Only the pictures should be left out; write out all other data exactly.

Start of Block

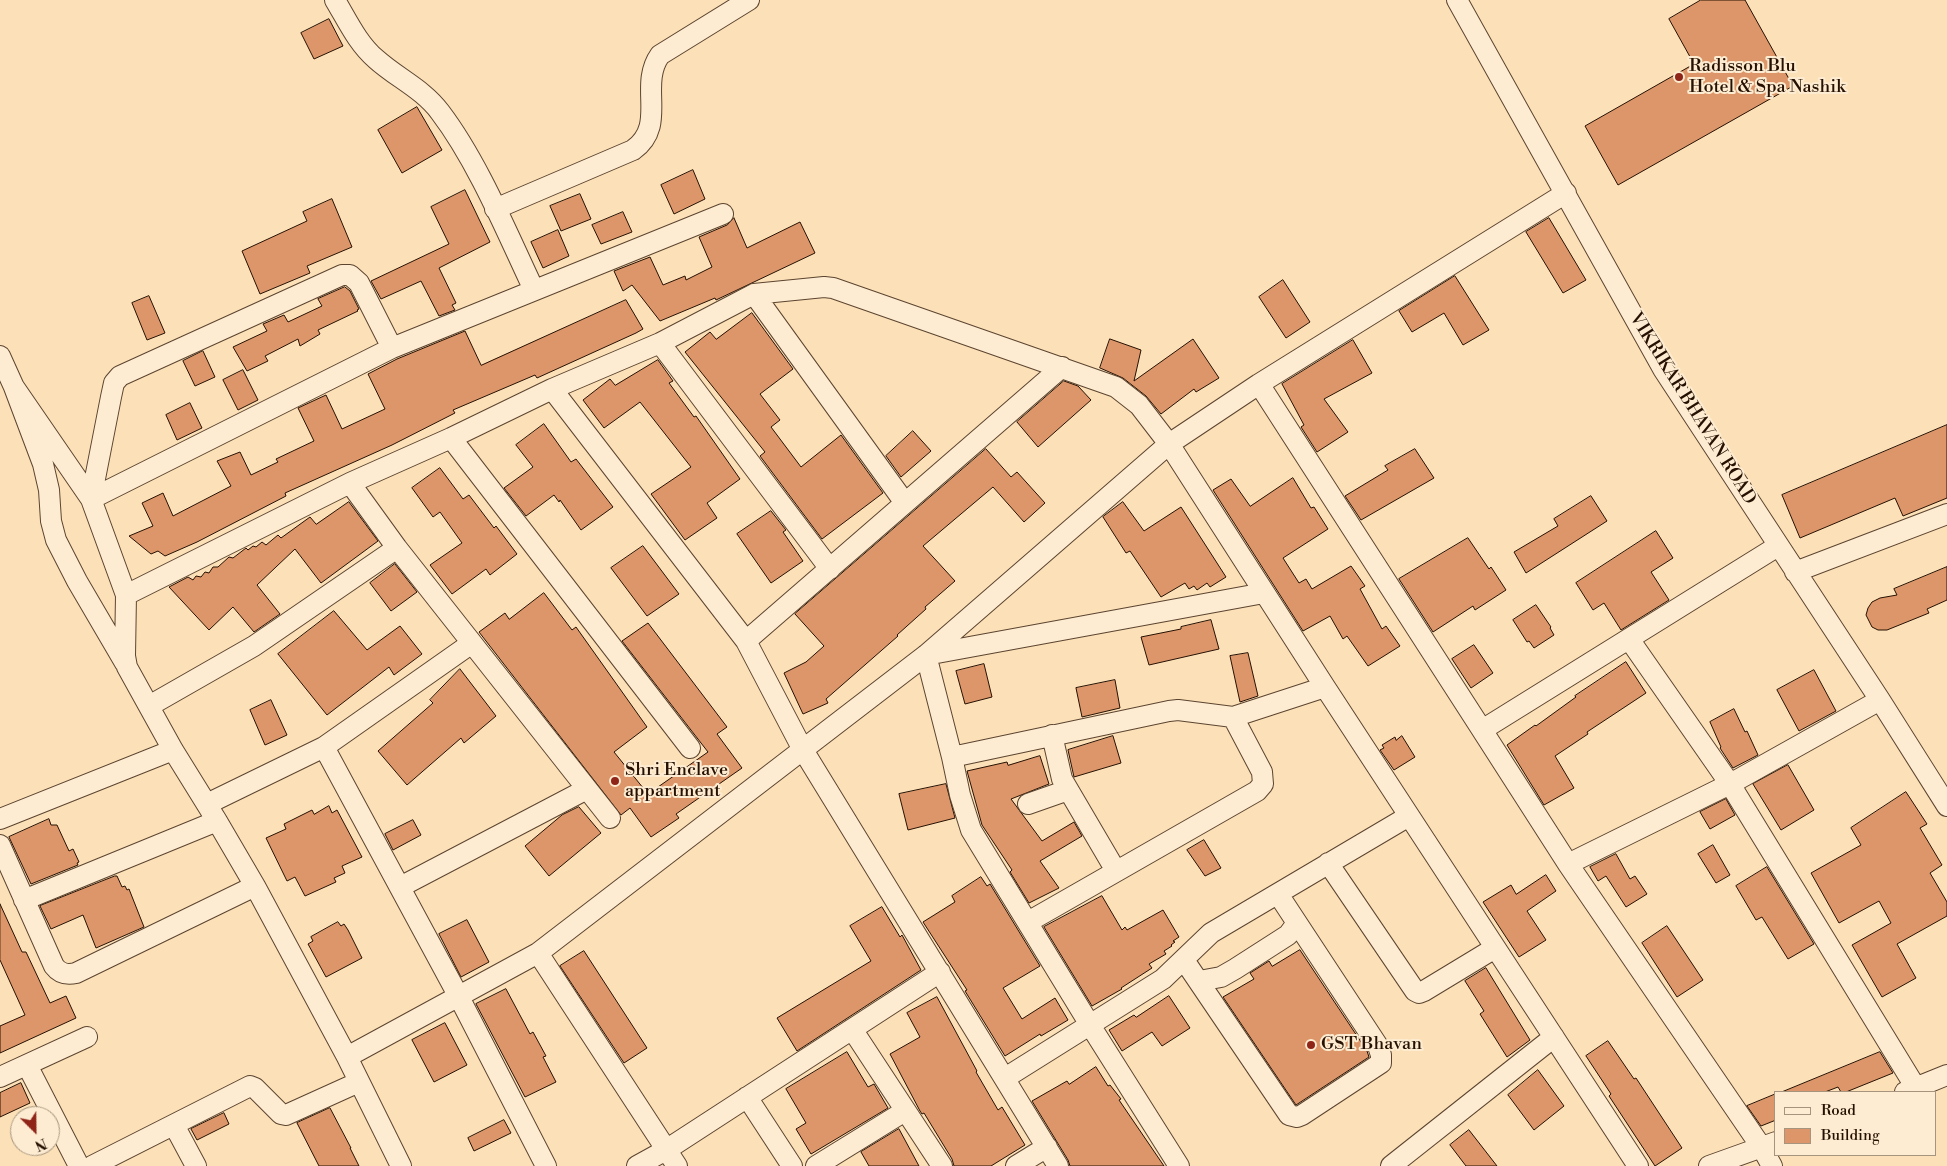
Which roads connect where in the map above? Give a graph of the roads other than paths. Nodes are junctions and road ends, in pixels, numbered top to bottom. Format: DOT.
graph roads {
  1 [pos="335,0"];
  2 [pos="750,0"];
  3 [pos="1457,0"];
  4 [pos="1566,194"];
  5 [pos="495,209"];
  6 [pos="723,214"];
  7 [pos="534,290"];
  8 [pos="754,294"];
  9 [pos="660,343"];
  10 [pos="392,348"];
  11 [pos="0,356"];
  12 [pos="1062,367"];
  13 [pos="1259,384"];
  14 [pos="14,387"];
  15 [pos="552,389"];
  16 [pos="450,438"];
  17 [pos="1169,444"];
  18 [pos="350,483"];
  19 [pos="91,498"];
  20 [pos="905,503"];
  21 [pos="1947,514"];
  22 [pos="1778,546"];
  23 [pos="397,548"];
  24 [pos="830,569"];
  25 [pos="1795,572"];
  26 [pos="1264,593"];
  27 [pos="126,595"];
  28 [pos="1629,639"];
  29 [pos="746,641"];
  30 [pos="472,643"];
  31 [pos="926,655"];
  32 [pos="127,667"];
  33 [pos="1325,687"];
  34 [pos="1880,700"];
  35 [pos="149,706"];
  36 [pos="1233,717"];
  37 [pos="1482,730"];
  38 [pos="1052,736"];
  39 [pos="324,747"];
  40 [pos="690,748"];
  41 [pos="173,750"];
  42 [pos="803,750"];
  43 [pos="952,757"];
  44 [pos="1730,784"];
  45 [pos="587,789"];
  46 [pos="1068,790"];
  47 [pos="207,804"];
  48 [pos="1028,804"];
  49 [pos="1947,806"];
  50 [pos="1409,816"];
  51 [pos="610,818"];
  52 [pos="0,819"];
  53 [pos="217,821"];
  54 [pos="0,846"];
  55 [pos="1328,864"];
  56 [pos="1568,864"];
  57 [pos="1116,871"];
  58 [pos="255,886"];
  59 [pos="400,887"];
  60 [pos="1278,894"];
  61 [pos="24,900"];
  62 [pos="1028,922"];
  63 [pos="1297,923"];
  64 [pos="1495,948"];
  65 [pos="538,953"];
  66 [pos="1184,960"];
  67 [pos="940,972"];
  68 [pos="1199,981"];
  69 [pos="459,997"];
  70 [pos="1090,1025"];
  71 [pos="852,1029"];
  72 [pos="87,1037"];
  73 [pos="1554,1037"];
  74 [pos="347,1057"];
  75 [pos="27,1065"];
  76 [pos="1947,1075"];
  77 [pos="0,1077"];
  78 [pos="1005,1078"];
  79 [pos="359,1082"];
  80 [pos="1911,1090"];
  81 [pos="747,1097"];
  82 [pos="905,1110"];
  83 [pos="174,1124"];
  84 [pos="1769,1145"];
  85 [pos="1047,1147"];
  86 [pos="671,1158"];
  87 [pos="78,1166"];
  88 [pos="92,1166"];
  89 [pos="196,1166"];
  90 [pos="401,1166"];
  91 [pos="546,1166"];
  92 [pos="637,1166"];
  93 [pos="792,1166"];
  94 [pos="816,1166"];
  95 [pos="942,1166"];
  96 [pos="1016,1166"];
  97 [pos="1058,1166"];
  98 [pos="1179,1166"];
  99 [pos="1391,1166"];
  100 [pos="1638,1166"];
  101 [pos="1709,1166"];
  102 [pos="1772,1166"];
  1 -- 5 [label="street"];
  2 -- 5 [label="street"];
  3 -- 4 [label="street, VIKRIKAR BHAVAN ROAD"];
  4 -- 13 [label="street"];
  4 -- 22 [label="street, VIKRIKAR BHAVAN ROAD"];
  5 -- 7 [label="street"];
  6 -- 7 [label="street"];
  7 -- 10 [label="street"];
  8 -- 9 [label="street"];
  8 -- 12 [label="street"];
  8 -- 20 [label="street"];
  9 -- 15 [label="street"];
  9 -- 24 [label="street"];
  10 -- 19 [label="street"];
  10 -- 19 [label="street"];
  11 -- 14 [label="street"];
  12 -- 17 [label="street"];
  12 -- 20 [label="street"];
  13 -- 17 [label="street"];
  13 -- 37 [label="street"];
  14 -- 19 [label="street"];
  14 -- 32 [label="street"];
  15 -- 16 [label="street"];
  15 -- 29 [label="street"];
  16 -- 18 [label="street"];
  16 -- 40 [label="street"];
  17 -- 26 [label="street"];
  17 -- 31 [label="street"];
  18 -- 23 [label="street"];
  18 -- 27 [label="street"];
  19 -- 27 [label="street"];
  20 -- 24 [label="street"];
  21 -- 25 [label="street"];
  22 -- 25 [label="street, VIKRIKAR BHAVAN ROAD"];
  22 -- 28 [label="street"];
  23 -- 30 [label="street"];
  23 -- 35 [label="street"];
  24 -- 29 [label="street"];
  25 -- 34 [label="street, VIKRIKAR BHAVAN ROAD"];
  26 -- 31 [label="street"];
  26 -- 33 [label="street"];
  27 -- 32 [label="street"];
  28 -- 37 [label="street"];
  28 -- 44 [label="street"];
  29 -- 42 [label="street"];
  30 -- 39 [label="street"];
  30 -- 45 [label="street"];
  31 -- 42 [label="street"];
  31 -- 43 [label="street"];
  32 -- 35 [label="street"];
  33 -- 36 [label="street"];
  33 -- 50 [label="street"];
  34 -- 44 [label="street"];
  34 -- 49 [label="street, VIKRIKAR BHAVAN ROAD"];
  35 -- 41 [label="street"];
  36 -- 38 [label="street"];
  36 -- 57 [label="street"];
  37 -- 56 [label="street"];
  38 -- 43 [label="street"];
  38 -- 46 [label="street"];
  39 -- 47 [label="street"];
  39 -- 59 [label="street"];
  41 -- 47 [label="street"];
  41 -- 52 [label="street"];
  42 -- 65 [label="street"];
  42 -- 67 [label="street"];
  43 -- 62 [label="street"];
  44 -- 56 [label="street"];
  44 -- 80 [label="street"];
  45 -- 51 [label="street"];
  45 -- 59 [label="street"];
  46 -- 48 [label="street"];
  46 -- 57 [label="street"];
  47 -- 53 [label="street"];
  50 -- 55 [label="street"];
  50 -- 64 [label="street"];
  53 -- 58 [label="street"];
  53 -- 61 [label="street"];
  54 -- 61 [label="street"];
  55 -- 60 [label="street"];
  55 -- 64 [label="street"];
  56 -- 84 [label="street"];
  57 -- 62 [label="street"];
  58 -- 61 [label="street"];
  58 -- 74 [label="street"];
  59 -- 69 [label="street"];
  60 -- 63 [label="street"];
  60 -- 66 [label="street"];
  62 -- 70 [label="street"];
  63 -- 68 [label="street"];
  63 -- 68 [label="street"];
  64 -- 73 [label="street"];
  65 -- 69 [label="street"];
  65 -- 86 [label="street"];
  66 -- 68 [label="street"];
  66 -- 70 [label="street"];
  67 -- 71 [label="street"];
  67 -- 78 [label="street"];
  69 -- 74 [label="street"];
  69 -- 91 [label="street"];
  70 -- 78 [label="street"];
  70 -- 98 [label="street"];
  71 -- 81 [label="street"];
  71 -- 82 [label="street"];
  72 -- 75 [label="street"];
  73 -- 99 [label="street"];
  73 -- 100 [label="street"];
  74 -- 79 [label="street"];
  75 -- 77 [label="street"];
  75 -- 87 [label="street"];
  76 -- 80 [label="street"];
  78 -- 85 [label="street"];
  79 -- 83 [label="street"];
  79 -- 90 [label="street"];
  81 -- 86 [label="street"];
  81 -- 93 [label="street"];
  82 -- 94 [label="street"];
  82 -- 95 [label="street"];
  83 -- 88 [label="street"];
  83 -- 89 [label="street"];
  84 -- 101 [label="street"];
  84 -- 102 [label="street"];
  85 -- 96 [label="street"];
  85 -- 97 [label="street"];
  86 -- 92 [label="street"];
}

End of Block

» **REPLY TO THE TASK**:
Which roads connect where in the map above? Give a graph of the roads other than paths. Nodes are junctions and road ends, in pixels, numbered top to bottom. Format: DOT.
graph roads {
  1 [pos="335,0"];
  2 [pos="750,0"];
  3 [pos="1457,0"];
  4 [pos="1566,194"];
  5 [pos="495,209"];
  6 [pos="723,214"];
  7 [pos="534,290"];
  8 [pos="754,294"];
  9 [pos="660,343"];
  10 [pos="392,348"];
  11 [pos="0,356"];
  12 [pos="1062,367"];
  13 [pos="1259,384"];
  14 [pos="14,387"];
  15 [pos="552,389"];
  16 [pos="450,438"];
  17 [pos="1169,444"];
  18 [pos="350,483"];
  19 [pos="91,498"];
  20 [pos="905,503"];
  21 [pos="1947,514"];
  22 [pos="1778,546"];
  23 [pos="397,548"];
  24 [pos="830,569"];
  25 [pos="1795,572"];
  26 [pos="1264,593"];
  27 [pos="126,595"];
  28 [pos="1629,639"];
  29 [pos="746,641"];
  30 [pos="472,643"];
  31 [pos="926,655"];
  32 [pos="127,667"];
  33 [pos="1325,687"];
  34 [pos="1880,700"];
  35 [pos="149,706"];
  36 [pos="1233,717"];
  37 [pos="1482,730"];
  38 [pos="1052,736"];
  39 [pos="324,747"];
  40 [pos="690,748"];
  41 [pos="173,750"];
  42 [pos="803,750"];
  43 [pos="952,757"];
  44 [pos="1730,784"];
  45 [pos="587,789"];
  46 [pos="1068,790"];
  47 [pos="207,804"];
  48 [pos="1028,804"];
  49 [pos="1947,806"];
  50 [pos="1409,816"];
  51 [pos="610,818"];
  52 [pos="0,819"];
  53 [pos="217,821"];
  54 [pos="0,846"];
  55 [pos="1328,864"];
  56 [pos="1568,864"];
  57 [pos="1116,871"];
  58 [pos="255,886"];
  59 [pos="400,887"];
  60 [pos="1278,894"];
  61 [pos="24,900"];
  62 [pos="1028,922"];
  63 [pos="1297,923"];
  64 [pos="1495,948"];
  65 [pos="538,953"];
  66 [pos="1184,960"];
  67 [pos="940,972"];
  68 [pos="1199,981"];
  69 [pos="459,997"];
  70 [pos="1090,1025"];
  71 [pos="852,1029"];
  72 [pos="87,1037"];
  73 [pos="1554,1037"];
  74 [pos="347,1057"];
  75 [pos="27,1065"];
  76 [pos="1947,1075"];
  77 [pos="0,1077"];
  78 [pos="1005,1078"];
  79 [pos="359,1082"];
  80 [pos="1911,1090"];
  81 [pos="747,1097"];
  82 [pos="905,1110"];
  83 [pos="174,1124"];
  84 [pos="1769,1145"];
  85 [pos="1047,1147"];
  86 [pos="671,1158"];
  87 [pos="78,1166"];
  88 [pos="92,1166"];
  89 [pos="196,1166"];
  90 [pos="401,1166"];
  91 [pos="546,1166"];
  92 [pos="637,1166"];
  93 [pos="792,1166"];
  94 [pos="816,1166"];
  95 [pos="942,1166"];
  96 [pos="1016,1166"];
  97 [pos="1058,1166"];
  98 [pos="1179,1166"];
  99 [pos="1391,1166"];
  100 [pos="1638,1166"];
  101 [pos="1709,1166"];
  102 [pos="1772,1166"];
  1 -- 5 [label="street"];
  2 -- 5 [label="street"];
  3 -- 4 [label="street, VIKRIKAR BHAVAN ROAD"];
  4 -- 13 [label="street"];
  4 -- 22 [label="street, VIKRIKAR BHAVAN ROAD"];
  5 -- 7 [label="street"];
  6 -- 7 [label="street"];
  7 -- 10 [label="street"];
  8 -- 9 [label="street"];
  8 -- 12 [label="street"];
  8 -- 20 [label="street"];
  9 -- 15 [label="street"];
  9 -- 24 [label="street"];
  10 -- 19 [label="street"];
  10 -- 19 [label="street"];
  11 -- 14 [label="street"];
  12 -- 17 [label="street"];
  12 -- 20 [label="street"];
  13 -- 17 [label="street"];
  13 -- 37 [label="street"];
  14 -- 19 [label="street"];
  14 -- 32 [label="street"];
  15 -- 16 [label="street"];
  15 -- 29 [label="street"];
  16 -- 18 [label="street"];
  16 -- 40 [label="street"];
  17 -- 26 [label="street"];
  17 -- 31 [label="street"];
  18 -- 23 [label="street"];
  18 -- 27 [label="street"];
  19 -- 27 [label="street"];
  20 -- 24 [label="street"];
  21 -- 25 [label="street"];
  22 -- 25 [label="street, VIKRIKAR BHAVAN ROAD"];
  22 -- 28 [label="street"];
  23 -- 30 [label="street"];
  23 -- 35 [label="street"];
  24 -- 29 [label="street"];
  25 -- 34 [label="street, VIKRIKAR BHAVAN ROAD"];
  26 -- 31 [label="street"];
  26 -- 33 [label="street"];
  27 -- 32 [label="street"];
  28 -- 37 [label="street"];
  28 -- 44 [label="street"];
  29 -- 42 [label="street"];
  30 -- 39 [label="street"];
  30 -- 45 [label="street"];
  31 -- 42 [label="street"];
  31 -- 43 [label="street"];
  32 -- 35 [label="street"];
  33 -- 36 [label="street"];
  33 -- 50 [label="street"];
  34 -- 44 [label="street"];
  34 -- 49 [label="street, VIKRIKAR BHAVAN ROAD"];
  35 -- 41 [label="street"];
  36 -- 38 [label="street"];
  36 -- 57 [label="street"];
  37 -- 56 [label="street"];
  38 -- 43 [label="street"];
  38 -- 46 [label="street"];
  39 -- 47 [label="street"];
  39 -- 59 [label="street"];
  41 -- 47 [label="street"];
  41 -- 52 [label="street"];
  42 -- 65 [label="street"];
  42 -- 67 [label="street"];
  43 -- 62 [label="street"];
  44 -- 56 [label="street"];
  44 -- 80 [label="street"];
  45 -- 51 [label="street"];
  45 -- 59 [label="street"];
  46 -- 48 [label="street"];
  46 -- 57 [label="street"];
  47 -- 53 [label="street"];
  50 -- 55 [label="street"];
  50 -- 64 [label="street"];
  53 -- 58 [label="street"];
  53 -- 61 [label="street"];
  54 -- 61 [label="street"];
  55 -- 60 [label="street"];
  55 -- 64 [label="street"];
  56 -- 84 [label="street"];
  57 -- 62 [label="street"];
  58 -- 61 [label="street"];
  58 -- 74 [label="street"];
  59 -- 69 [label="street"];
  60 -- 63 [label="street"];
  60 -- 66 [label="street"];
  62 -- 70 [label="street"];
  63 -- 68 [label="street"];
  63 -- 68 [label="street"];
  64 -- 73 [label="street"];
  65 -- 69 [label="street"];
  65 -- 86 [label="street"];
  66 -- 68 [label="street"];
  66 -- 70 [label="street"];
  67 -- 71 [label="street"];
  67 -- 78 [label="street"];
  69 -- 74 [label="street"];
  69 -- 91 [label="street"];
  70 -- 78 [label="street"];
  70 -- 98 [label="street"];
  71 -- 81 [label="street"];
  71 -- 82 [label="street"];
  72 -- 75 [label="street"];
  73 -- 99 [label="street"];
  73 -- 100 [label="street"];
  74 -- 79 [label="street"];
  75 -- 77 [label="street"];
  75 -- 87 [label="street"];
  76 -- 80 [label="street"];
  78 -- 85 [label="street"];
  79 -- 83 [label="street"];
  79 -- 90 [label="street"];
  81 -- 86 [label="street"];
  81 -- 93 [label="street"];
  82 -- 94 [label="street"];
  82 -- 95 [label="street"];
  83 -- 88 [label="street"];
  83 -- 89 [label="street"];
  84 -- 101 [label="street"];
  84 -- 102 [label="street"];
  85 -- 96 [label="street"];
  85 -- 97 [label="street"];
  86 -- 92 [label="street"];
}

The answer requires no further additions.